To opóźnienie powrotu do starych bohaterów pozwala pochylić się nad światem, a nie od razu przejść do akcji. Dowiadujemy się, że zmieniono prawo - dopuszczalny wiek rozszczepienia zmniejszono do 17 lat, co nie spotkało się z ogólnym poparciem. Zwiększone zapotrzebowanie na rozszczepienia spowodowało rozrost czarnego rynku i porwań nastolatków. A cała opowieść o wojnie ideologicznej z przeszłości kryje tajemnice, związane z rzeczywistymi motywacjami kryjącymi się za inicjatywą rozszczepiania nastolatków. Historie nowych bohaterów pokazują zaś, że wcale tak wiele się nie zmieniło. Stawia to dylemat przed naszymi starymi bohaterami: czy ich celem powinno być wyłącznie ukrywanie się i pomoc w zabezpieczeniu uciekających przed rozszczepieniem nastolatków? A może przyszedł czas na bunt?

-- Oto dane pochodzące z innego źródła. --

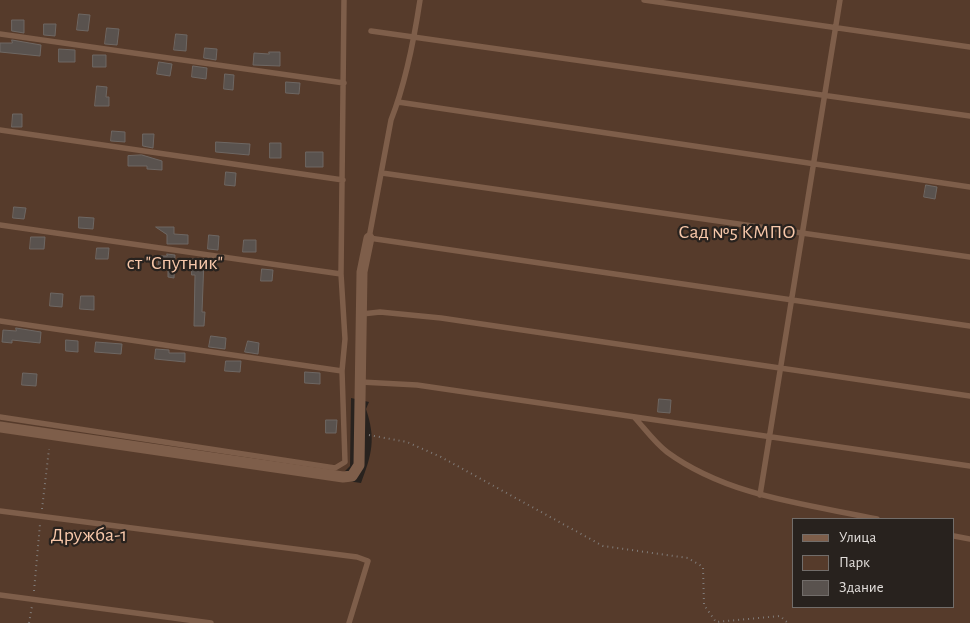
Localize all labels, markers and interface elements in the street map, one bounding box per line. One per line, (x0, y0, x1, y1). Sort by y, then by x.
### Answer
park label: Сад №5 КМПО (678, 220, 796, 244)
park label: ст "Спутник" (127, 251, 223, 275)
legend (792, 518, 955, 608)
park label: Дружба-1 (51, 523, 127, 547)
text: Улица (839, 530, 876, 545)
text: Парк (839, 555, 870, 570)
text: Здание (839, 580, 884, 595)

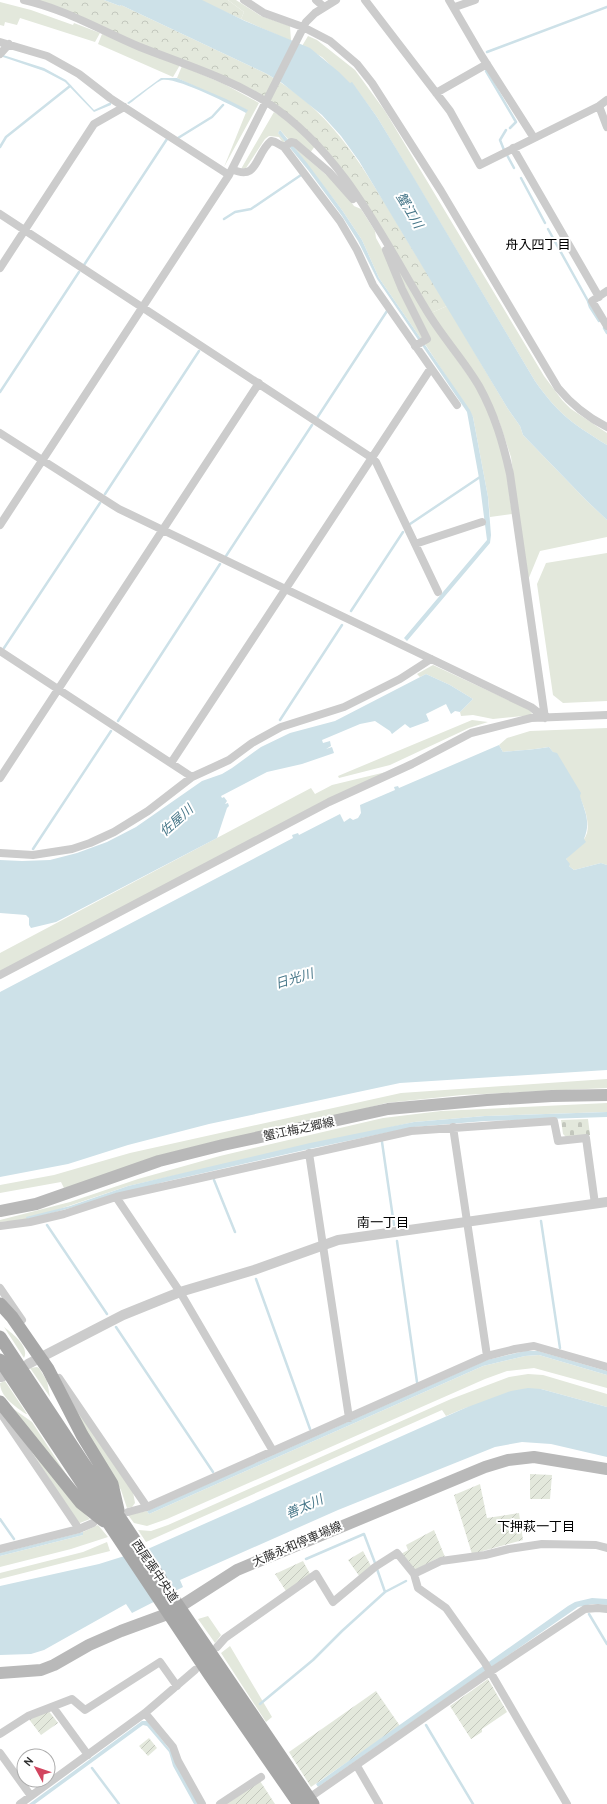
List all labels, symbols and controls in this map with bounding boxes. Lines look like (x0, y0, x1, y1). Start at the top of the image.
water label: 蟹江川 (393, 189, 428, 233)
district label: 舟入四丁目 (505, 236, 571, 252)
water label: 佐屋川 (156, 800, 197, 839)
water label: 日光川 (273, 964, 317, 991)
street label: 蟹江梅之郷線 (262, 1114, 336, 1143)
district label: 南一丁目 (357, 1214, 409, 1230)
water label: 善太川 (283, 1490, 327, 1521)
street label: 大藤永和停車場線 (250, 1518, 344, 1569)
district label: 下押萩一丁目 (497, 1518, 575, 1534)
street label: 西尾張中央道 (129, 1537, 182, 1605)
north arrow (16, 1748, 56, 1788)
text: N (20, 1754, 36, 1769)

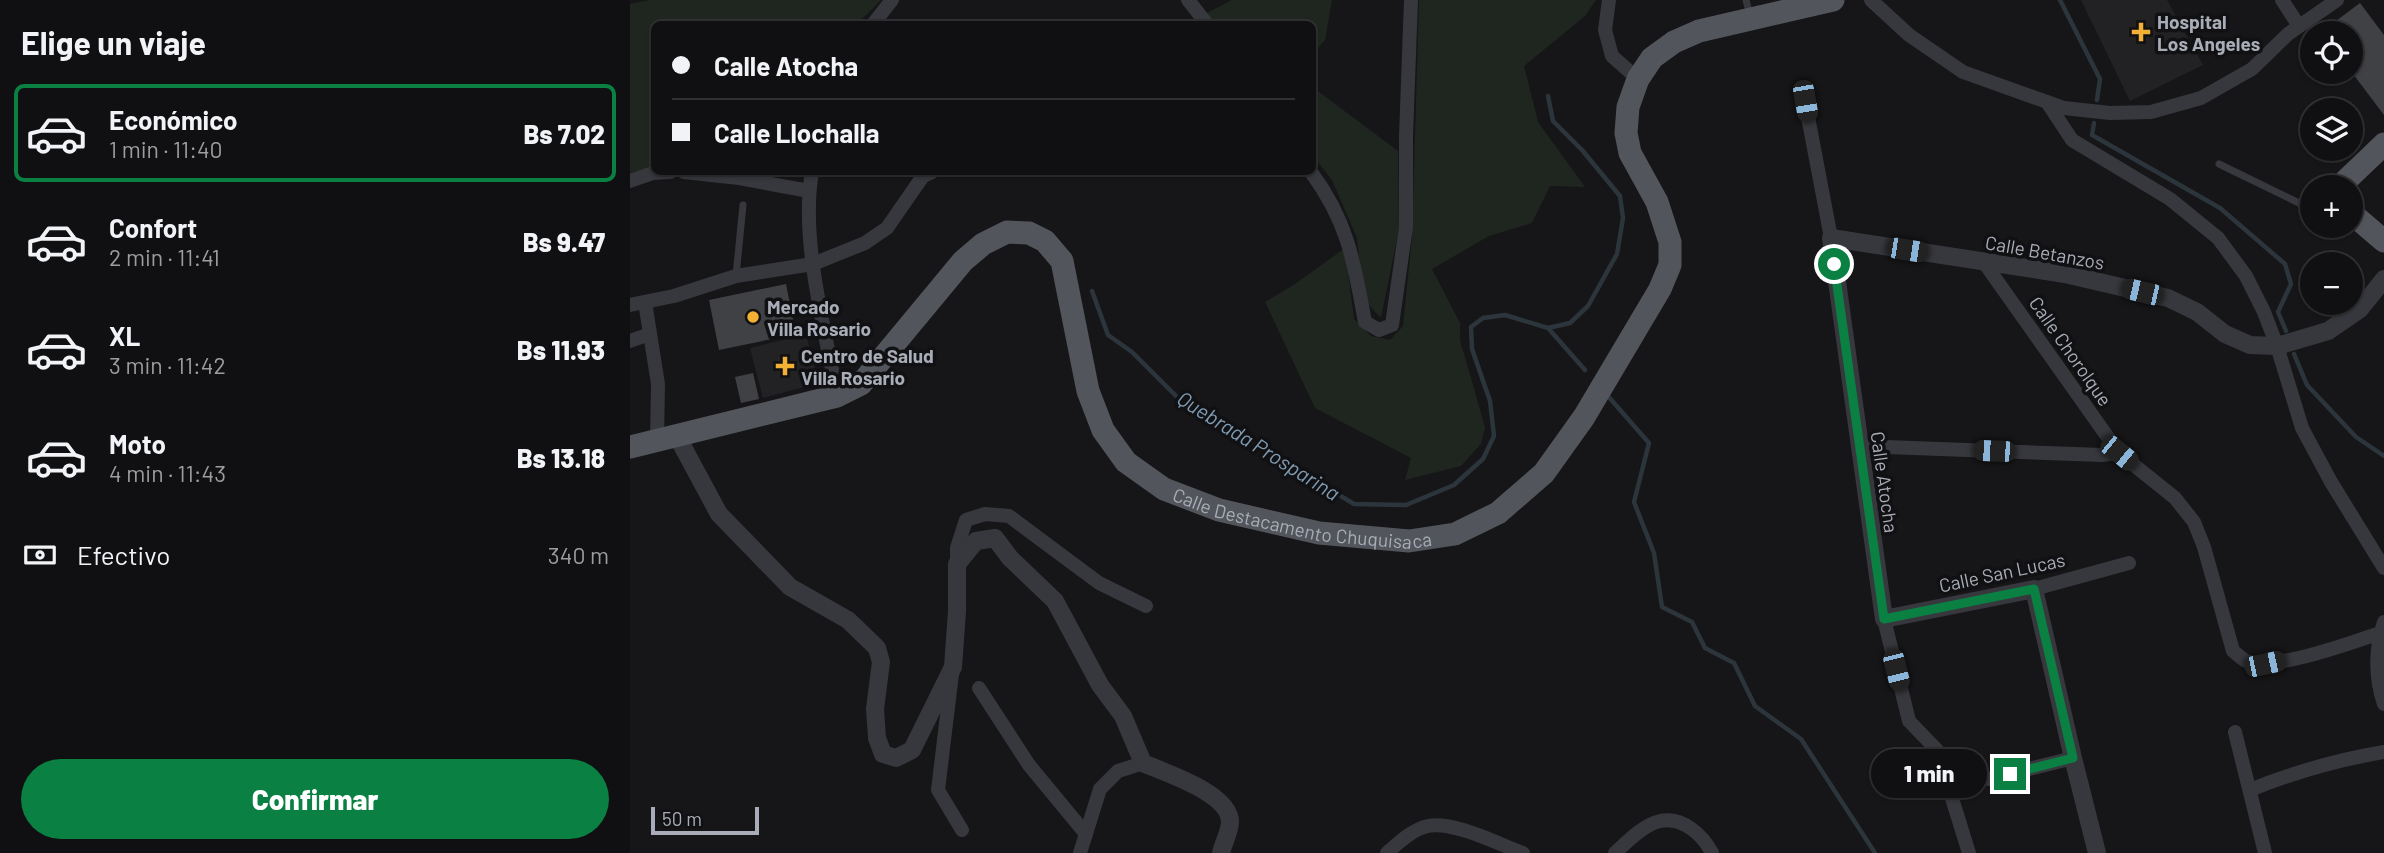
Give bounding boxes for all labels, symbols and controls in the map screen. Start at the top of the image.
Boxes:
place label: Hospital Los Angeles [2157,10,2260,55]
map controls [2300,21,2363,315]
button: locate [2300,21,2363,84]
marker: Hospital Los Angeles [2131,22,2151,42]
text: Elige un viaje [21,23,206,61]
text: Calle Atocha [714,50,858,81]
car [1792,78,1819,124]
button: layers [2300,98,2363,161]
icon: car [25,102,88,165]
text: Económico [109,104,238,135]
text: Calle Llochalla [714,117,880,148]
text: Bs 7.02 [523,118,605,149]
text: 1 min · 11:40 [109,135,223,163]
button: + [2300,175,2363,238]
icon: car [25,210,88,273]
text: Confort [109,212,197,243]
text: Bs 9.47 [523,226,605,257]
street label: Calle Betanzos [1984,230,2106,274]
car [1885,236,1930,264]
text: 2 min · 11:41 [109,243,220,271]
route start [1818,248,1850,280]
button: − [2300,252,2363,315]
car [2120,277,2165,307]
street label: Calle Chorolque [2025,292,2117,410]
place label: Mercado Villa Rosario [767,295,871,340]
marker: Mercado Villa Rosario [745,309,761,325]
icon: car [25,318,88,381]
text: XL [109,320,140,351]
text: Bs 11.93 [517,334,605,365]
place label: Centro de Salud Villa Rosario [801,344,934,389]
text: 3 min · 11:42 [109,351,226,379]
marker: Centro de Salud Villa Rosario [775,356,795,376]
water label: Quebrada Prosparina [1173,385,1345,505]
icon: car [25,426,88,489]
text: Moto [109,428,166,459]
street label: Calle Atocha [1867,430,1903,534]
car [2097,432,2142,474]
car [1973,440,2016,462]
text: Bs 13.18 [517,442,605,473]
text: 4 min · 11:43 [109,459,226,487]
street label: Calle Destacamento Chuquisaca [1170,482,1433,553]
icon: cash [21,536,59,574]
text: Efectivo [77,539,170,570]
text: 340 m [548,541,609,569]
street label: Calle San Lucas [1937,547,2067,597]
car [1881,647,1912,693]
car [2243,649,2288,679]
callout: 1 min [1870,750,1986,798]
route end [1994,758,2026,790]
button: Confirmar [21,759,609,839]
text: 1 min [1904,759,1954,787]
scale bar [651,804,760,836]
text: 50 m [662,807,702,830]

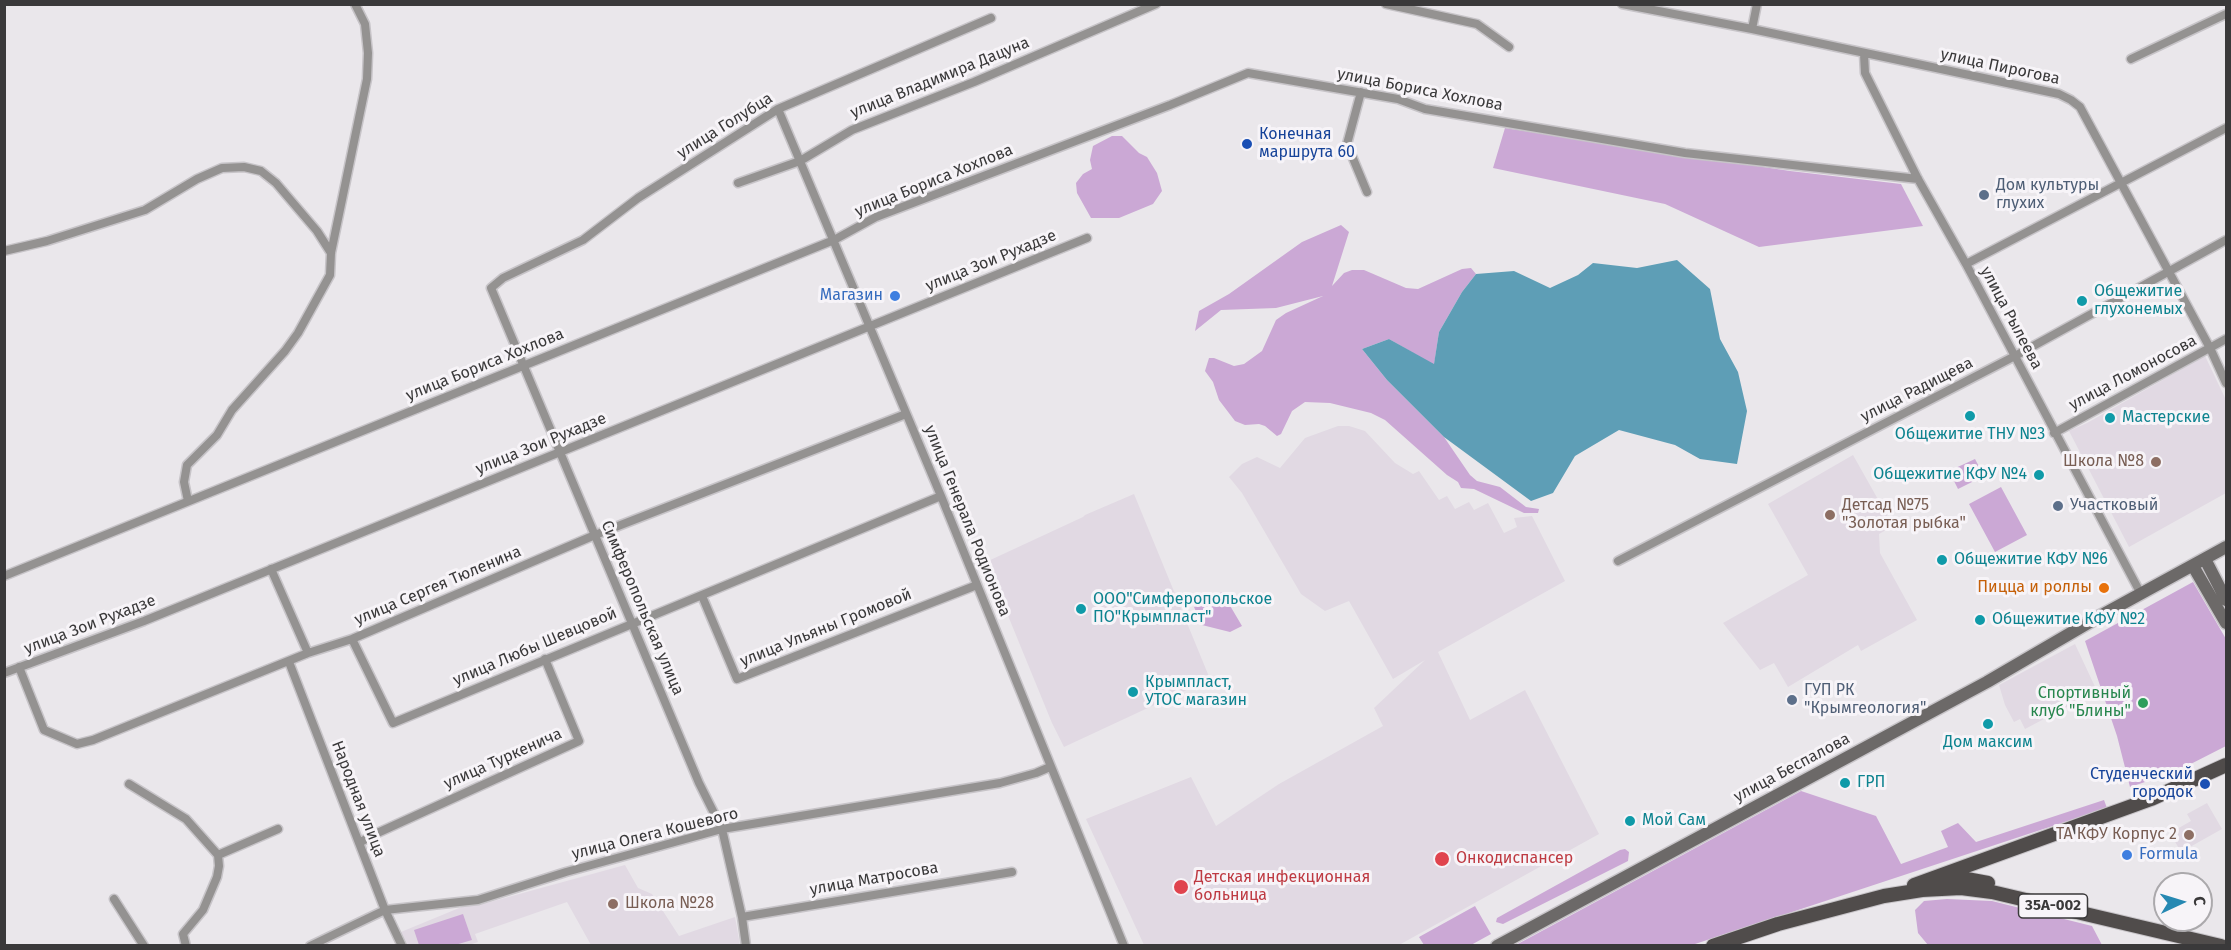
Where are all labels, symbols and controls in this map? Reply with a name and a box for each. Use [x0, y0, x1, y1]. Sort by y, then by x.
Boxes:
street label: улица Владимира Дацуна [848, 33, 1032, 123]
street label: улица Пирогова [1939, 45, 2061, 89]
street label: улица Бориса Хохлова [1335, 65, 1505, 115]
street label: улица Голубца [674, 89, 776, 163]
place label: Конечная маршрута 60 [1259, 125, 1355, 163]
marker: Конечная маршрута 60 [1240, 137, 1254, 151]
street label: улица Бориса Хохлова [852, 141, 1016, 221]
place label: Дом культуры глухих [1996, 176, 2099, 214]
marker: Дом культуры глухих [1977, 188, 1991, 202]
street label: улица Зои Рухадзе [923, 226, 1059, 296]
street label: улица Рылеева [1976, 263, 2046, 373]
place label: Общежитие глухонемых [2094, 282, 2183, 320]
place label: Магазин [820, 286, 883, 306]
marker: Магазин [888, 289, 902, 303]
marker: Общежитие глухонемых [2075, 294, 2089, 308]
street label: улица Бориса Хохлова [403, 325, 567, 405]
street label: улица Ломоносова [2066, 331, 2200, 415]
street label: улица Радищева [1858, 353, 1976, 427]
place label: Мастерские [2122, 408, 2210, 428]
street label: улица Зои Рухадзе [473, 409, 609, 479]
marker: Общежитие ТНУ №3 [1963, 409, 1977, 423]
marker: Мастерские [2103, 411, 2117, 425]
street label: улица Генерала Родионова [920, 422, 1014, 620]
place label: Общежитие ТНУ №3 [1895, 425, 2045, 445]
place label: Школа №8 [2063, 452, 2144, 472]
marker: Школа №8 [2149, 455, 2163, 469]
place label: Общежитие КФУ №4 [1873, 465, 2027, 485]
marker: Общежитие КФУ №4 [2032, 468, 2046, 482]
place label: Детсад №75 "Золотая рыбка" [1842, 496, 1966, 534]
place label: Участковый [2070, 496, 2158, 516]
marker: Участковый [2051, 499, 2065, 513]
marker: Детсад №75 "Золотая рыбка" [1823, 508, 1837, 522]
street label: Симферопольская улица [596, 518, 688, 698]
street label: улица Сергея Тюленина [352, 542, 524, 630]
place label: Общежитие КФУ №6 [1954, 550, 2108, 570]
marker: Общежитие КФУ №6 [1935, 553, 1949, 567]
place label: Пицца и роллы [1977, 578, 2092, 598]
marker: Пицца и роллы [2097, 581, 2111, 595]
street label: улица Ульяны Громовой [737, 585, 915, 671]
place label: ООО"Симферопольское ПО"Крымпласт" [1093, 590, 1272, 628]
street label: улица Зои Рухадзе [22, 591, 158, 659]
marker: ООО"Симферопольское ПО"Крымпласт" [1074, 602, 1088, 616]
street label: улица Любы Шевцовой [450, 604, 620, 690]
place label: Общежитие КФУ №2 [1992, 610, 2145, 630]
marker: Общежитие КФУ №2 [1973, 613, 1987, 627]
place label: Крымпласт, УТОС магазин [1145, 673, 1247, 711]
place label: ГУП РК "Крымгеология" [1804, 681, 1926, 719]
place label: Спортивный клуб "Блины" [2030, 684, 2131, 722]
marker: Крымпласт, УТОС магазин [1126, 685, 1140, 699]
marker: ГУП РК "Крымгеология" [1785, 693, 1799, 707]
marker: Спортивный клуб "Блины" [2136, 696, 2150, 710]
marker: Дом максим [1981, 717, 1995, 731]
street label: улица Туркенича [441, 724, 565, 794]
street label: улица Беспалова [1731, 729, 1853, 807]
place label: Дом максим [1943, 733, 2033, 753]
street label: Народная улица [327, 738, 389, 860]
place label: Студенческий городок [2090, 765, 2193, 803]
place label: ГРП [1857, 773, 1885, 793]
marker: ГРП [1838, 776, 1852, 790]
marker: Студенческий городок [2198, 777, 2212, 791]
street label: улица Олега Кошевого [570, 804, 740, 864]
place label: Мой Сам [1642, 811, 1706, 831]
marker: Мой Сам [1623, 814, 1637, 828]
place label: ТА КФУ Корпус 2 [2056, 825, 2177, 845]
marker: ТА КФУ Корпус 2 [2182, 828, 2196, 842]
place label: Formula [2139, 845, 2198, 865]
marker: Formula [2120, 848, 2134, 862]
place label: Онкодиспансер [1456, 849, 1573, 869]
marker: Онкодиспансер [1433, 850, 1451, 868]
street label: улица Матросова [808, 858, 940, 900]
place label: Детская инфекционная больница [1194, 868, 1370, 906]
north arrow [2153, 872, 2213, 932]
marker: Детская инфекционная больница [1172, 878, 1190, 896]
place label: Школа №28 [625, 894, 714, 914]
road number: 35А-002 [2018, 894, 2088, 918]
text: С [2190, 896, 2209, 906]
marker: Школа №28 [606, 897, 620, 911]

"UnWholly" to ciekawa kontynuacja "Podzielonych" - książki, która choć ma już swoje lata (2007), pozostaje przerażająco aktualna w stawianiu pewnych pytań. Oba tomy dość dobrze balansują pomiędzy budowaniem świata, a akcją - choć w drugim tomie znaczenie więcej jej w drugiej połowie. Takie rozłożenie wątków, pewne opóźnianie kluczowych starć dla mnie było bardzo dobrym rozwiązaniem, pozwalającym skupić się na budowaniu świata. Szczególnie, że jedna z postaci - wspomniany 'potwór Frankensteina" - wprowadza nowe pytania dotyczące człowieczeństwa. Skoro Cam został stworzony z części innych ludzi - nawet ich mózgów - ale zaczyna mieć własną świadomość, to można mu odmawiać miana człowieka? Czy stanie po którejś ze stron - swoich twórców lub nastolatków skazanych na rozszczepienie - a może będzie kierować się własnymi motywacjami, tym samym w pełni kształtując siebie?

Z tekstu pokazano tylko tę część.